I am getting to this a little late (everyone else probably saw this already over a month ago) but in addition to this blog being a place to share things with you, it’s also a memory book of things for me. And this collection is worth remembering!
I have been carrying The Transylvania Chronicles around with me since ABODI released it earlier this year — not unlike the Castle Bag itself, which is to say: a vessel for haunted imaginations, strange dreams, and whatever it is that makes certain people feel more at home in the dark.


Led by creative director Dora Abodi, the brand has always operated less like a fashion house and more like what she herself calls “a boundless imaginary republic,” and this collection is exactly that, governed by ancient creatures, Transylvanian mythology, and a very particular, very beautiful kind of strangeness.
The photographs, shot by Szilveszter Makó with an art direction that sits somewhere between studio portraiture and mythological documentation, are the kind of images you might find in a weird storybook, high on a shelf, hidden from young little hands. Model Ursula Wångander shapeshifts through a gallery of dark archetypes — Elisabeth Báthory, Dracula, spectral ghosts, the Cat Mermaid, the elusive water vila — each one presented as if suspended within a painting rather than a photograph. The overhead shots, especially those of models arranged against illustrated sets like figures in a darkly illuminated manuscript, create an incredible, uncanny paper-doll effect.

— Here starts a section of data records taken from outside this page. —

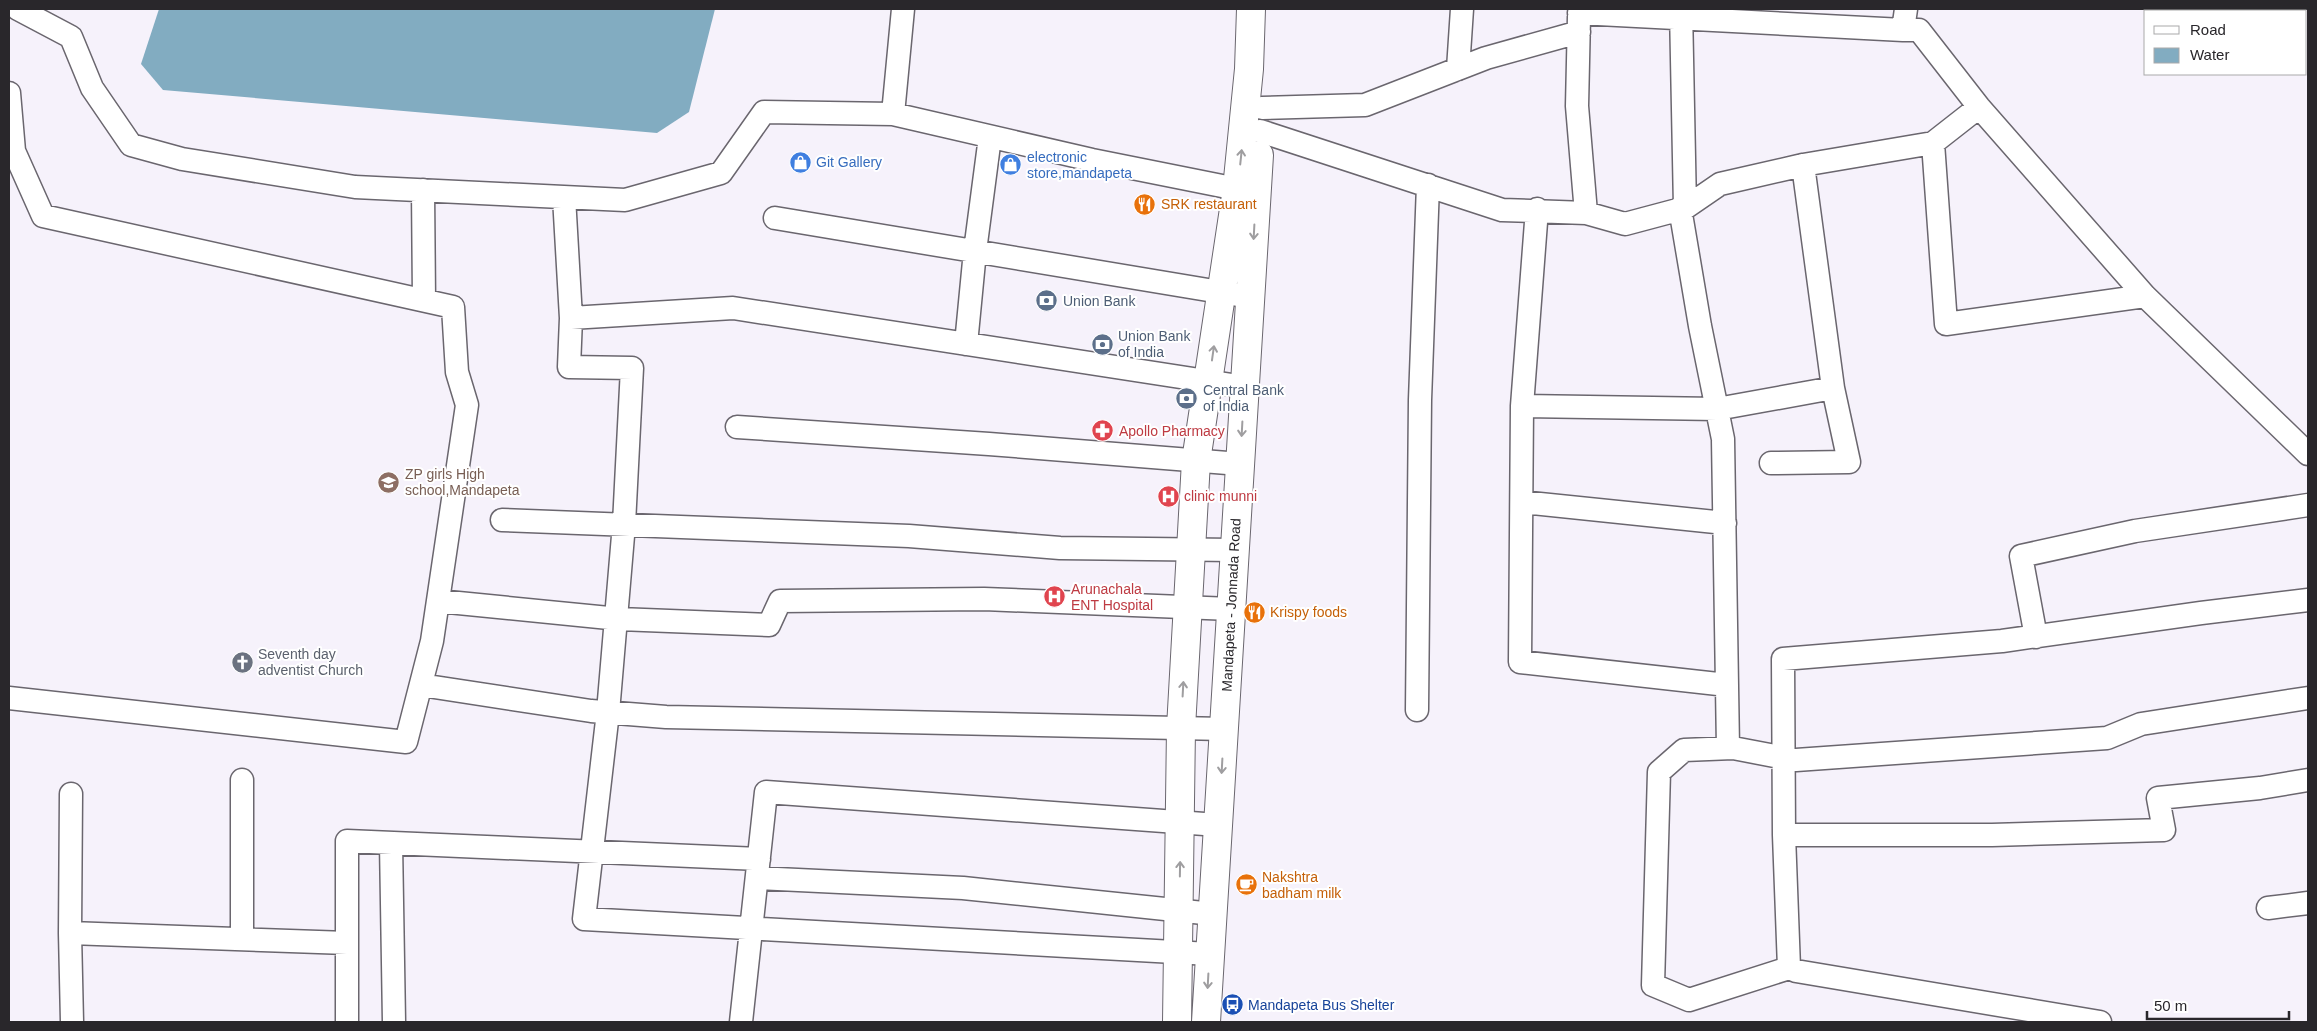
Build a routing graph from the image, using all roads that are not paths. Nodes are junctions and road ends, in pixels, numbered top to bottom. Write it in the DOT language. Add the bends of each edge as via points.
graph roads {
  1 [pos="18,9"];
  2 [pos="903,9"];
  3 [pos="1251,9"];
  4 [pos="1266,9"];
  5 [pos="1462,9"];
  6 [pos="1681,14"];
  7 [pos="1788,17"];
  8 [pos="1579,18"];
  9 [pos="1905,19"];
  10 [pos="1458,69"];
  11 [pos="9,93"];
  12 [pos="1979,107"];
  13 [pos="892,114"];
  14 [pos="1261,119"];
  15 [pos="990,137"];
  16 [pos="1932,143"];
  17 [pos="11,151"];
  18 [pos="1803,165"];
  19 [pos="1428,185"];
  20 [pos="423,190"];
  21 [pos="1247,190"];
  22 [pos="564,197"];
  23 [pos="1682,208"];
  24 [pos="1537,209"];
  25 [pos="1586,213"];
  26 [pos="775,218"];
  27 [pos="974,251"];
  28 [pos="1221,292"];
  29 [pos="2145,296"];
  30 [pos="1250,297"];
  31 [pos="424,300"];
  32 [pos="571,318"];
  33 [pos="966,344"];
  34 [pos="1209,381"];
  35 [pos="1245,387"];
  36 [pos="1833,388"];
  37 [pos="1522,406"];
  38 [pos="1717,409"];
  39 [pos="737,427"];
  40 [pos="2308,454"];
  41 [pos="1196,461"];
  42 [pos="1771,463"];
  43 [pos="1240,464"];
  44 [pos="1522,502"];
  45 [pos="2308,505"];
  46 [pos="502,520"];
  47 [pos="1725,523"];
  48 [pos="624,524"];
  49 [pos="1191,550"];
  50 [pos="1235,550"];
  51 [pos="2308,600"];
  52 [pos="438,601"];
  53 [pos="1186,607"];
  54 [pos="1231,609"];
  55 [pos="616,618"];
  56 [pos="2036,637"];
  57 [pos="421,685"];
  58 [pos="1727,685"];
  59 [pos="9,698"];
  60 [pos="2308,698"];
  61 [pos="1417,710"];
  62 [pos="608,712"];
  63 [pos="1181,728"];
  64 [pos="1224,729"];
  65 [pos="1728,748"];
  66 [pos="1785,758"];
  67 [pos="242,780"];
  68 [pos="2308,780"];
  69 [pos="71,794"];
  70 [pos="1181,822"];
  71 [pos="1218,825"];
  72 [pos="1784,835"];
  73 [pos="392,843"];
  74 [pos="592,850"];
  75 [pos="758,868"];
  76 [pos="2308,902"];
  77 [pos="2268,908"];
  78 [pos="1180,910"];
  79 [pos="1213,914"];
  80 [pos="751,928"];
  81 [pos="70,933"];
  82 [pos="242,939"];
  83 [pos="347,943"];
  84 [pos="1178,952"];
  85 [pos="1210,954"];
  86 [pos="1788,968"];
  87 [pos="72,1022"];
  88 [pos="347,1022"];
  89 [pos="394,1022"];
  90 [pos="741,1022"];
  91 [pos="1177,1022"];
  92 [pos="1206,1022"];
  93 [pos="2100,1022"];
  1 -- 20 [label="street" via="71,37 92,88 131,145 182,159 355,187"];
  2 -- 13 [label="street"];
  21 -- 3 [label="main road, one-way"];
  4 -- 14 [label="main road, Mandapeta - Jonnada Road"];
  5 -- 10 [label="street"];
  6 -- 7 [label="street"];
  6 -- 8 [label="street"];
  6 -- 23 [label="street"];
  7 -- 9 [label="street"];
  8 -- 10 [label="street"];
  8 -- 25 [label="street" via="1577,106"];
  9 -- 12 [label="street" via="1919,30"];
  10 -- 14 [label="street" via="1364,105"];
  11 -- 17 [label="street"];
  12 -- 16 [label="street"];
  12 -- 29 [label="street"];
  13 -- 15 [label="street"];
  13 -- 22 [label="street" via="764,112 721,173 626,200"];
  14 -- 19 [label="street"];
  14 -- 21 [label="main road, Mandapeta - Jonnada Road"];
  15 -- 21 [label="street"];
  15 -- 27 [label="street"];
  16 -- 18 [label="street"];
  16 -- 29 [label="street" via="1946,324"];
  17 -- 31 [label="street" via="43,216"];
  18 -- 23 [label="street" via="1720,184"];
  18 -- 36 [label="street"];
  19 -- 24 [label="street" via="1502,210"];
  19 -- 61 [label="street" via="1420,400"];
  20 -- 22 [label="street"];
  20 -- 31 [label="street"];
  21 -- 28 [label="main road"];
  21 -- 30 [label="main road, Mandapeta - Jonnada Road, one-way"];
  22 -- 32 [label="street"];
  23 -- 25 [label="street" via="1626,224"];
  23 -- 38 [label="street"];
  24 -- 25 [label="street"];
  24 -- 37 [label="street"];
  26 -- 27 [label="street"];
  27 -- 28 [label="street"];
  27 -- 33 [label="street"];
  28 -- 30 [label="street"];
  34 -- 28 [label="main road, one-way"];
  29 -- 40 [label="street"];
  30 -- 35 [label="main road, Mandapeta - Jonnada Road"];
  31 -- 52 [label="street" via="453,307 457,372 467,405"];
  32 -- 33 [label="street" via="733,308"];
  32 -- 48 [label="street" via="569,367 632,368"];
  33 -- 34 [label="street"];
  34 -- 35 [label="street"];
  34 -- 41 [label="main road"];
  35 -- 43 [label="main road, Mandapeta - Jonnada Road, one-way"];
  36 -- 38 [label="street"];
  36 -- 42 [label="street" via="1849,462"];
  37 -- 38 [label="street"];
  37 -- 44 [label="street"];
  38 -- 47 [label="street" via="1723,439"];
  39 -- 41 [label="street"];
  41 -- 43 [label="street"];
  41 -- 49 [label="main road"];
  43 -- 50 [label="main road, Mandapeta - Jonnada Road"];
  44 -- 47 [label="street"];
  44 -- 58 [label="street" via="1520,662"];
  45 -- 56 [label="street" via="2135,531 2022,556"];
  46 -- 48 [label="street"];
  47 -- 58 [label="street"];
  48 -- 49 [label="street" via="909,536 1060,548"];
  48 -- 55 [label="street"];
  49 -- 50 [label="street"];
  49 -- 53 [label="main road"];
  50 -- 54 [label="main road, Mandapeta - Jonnada Road"];
  51 -- 56 [label="street"];
  52 -- 55 [label="street"];
  52 -- 57 [label="street"];
  53 -- 54 [label="street"];
  53 -- 55 [label="street" via="984,599 780,601 768,625"];
  63 -- 53 [label="main road, one-way"];
  54 -- 64 [label="main road, Mandapeta - Jonnada Road"];
  55 -- 62 [label="street"];
  56 -- 66 [label="street" via="1783,659"];
  57 -- 59 [label="street" via="406,742"];
  57 -- 62 [label="street"];
  58 -- 65 [label="street"];
  60 -- 66 [label="street" via="2141,724 2107,738 1796,760"];
  62 -- 63 [label="street" via="666,717"];
  62 -- 74 [label="street"];
  63 -- 64 [label="street"];
  63 -- 70 [label="main road"];
  64 -- 71 [label="main road, Mandapeta - Jonnada Road, one-way"];
  65 -- 66 [label="street"];
  65 -- 86 [label="street" via="1684,750 1659,772 1654,985 1689,1000"];
  66 -- 72 [label="street"];
  67 -- 82 [label="street"];
  68 -- 72 [label="street" via="2158,798 2164,830 1992,835"];
  69 -- 81 [label="street"];
  70 -- 71 [label="street"];
  70 -- 75 [label="street" via="766,792"];
  78 -- 70 [label="main road, one-way"];
  71 -- 79 [label="main road, Mandapeta - Jonnada Road"];
  72 -- 86 [label="street"];
  73 -- 74 [label="street"];
  73 -- 83 [label="street" via="347,841"];
  73 -- 89 [label="street"];
  74 -- 75 [label="street"];
  74 -- 80 [label="street" via="584,919"];
  75 -- 78 [label="street"];
  75 -- 80 [label="street"];
  76 -- 77 [label="street"];
  78 -- 79 [label="street"];
  78 -- 84 [label="main road"];
  79 -- 85 [label="main road, Mandapeta - Jonnada Road"];
  80 -- 84 [label="street"];
  80 -- 90 [label="street"];
  81 -- 82 [label="street"];
  81 -- 87 [label="street"];
  82 -- 83 [label="street"];
  83 -- 88 [label="street"];
  84 -- 85 [label="street"];
  84 -- 91 [label="main road"];
  85 -- 92 [label="main road, Mandapeta - Jonnada Road, one-way"];
  86 -- 93 [label="street"];
}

The garments themselves are extraordinary. The Chronicles dress is ornamented with Abodi’s own paintings, a non-linear visual diary of childhood memories, myths, and history drifting through enchanted forests, blue-painted Secler houses, folk dancers, wandering ghosts, the vampire prince, the blood queen — an entire mythology compressed into fabric.
The Landscape of Dreams coat is made from hand-woven antique hemp, fully hand-painted, then patchworked and three-dimensionally applied with figures and shapes through what Abodi describes as a long meditative painting process followed by intuitive assembly. It is explicitly, emphatically impossible to recreate.The Bokály Dress reimagines the iconic ceramic vessel of the Székelys of Transylvania, a piece whose graceful curves and richly ornamented surfaces carry centuries of folk tradition, into living woven form. And there is antique broderie anglaise lace described in the collection notes as “delicate as breath, yet carrying centuries within its threads,” the collection’s mythology embedding itself even into the perforations of the fabric: it is said that Elisabeth Báthory once stared into such lace and saw the shadow of her own destiny unfolding in its fragile tracery.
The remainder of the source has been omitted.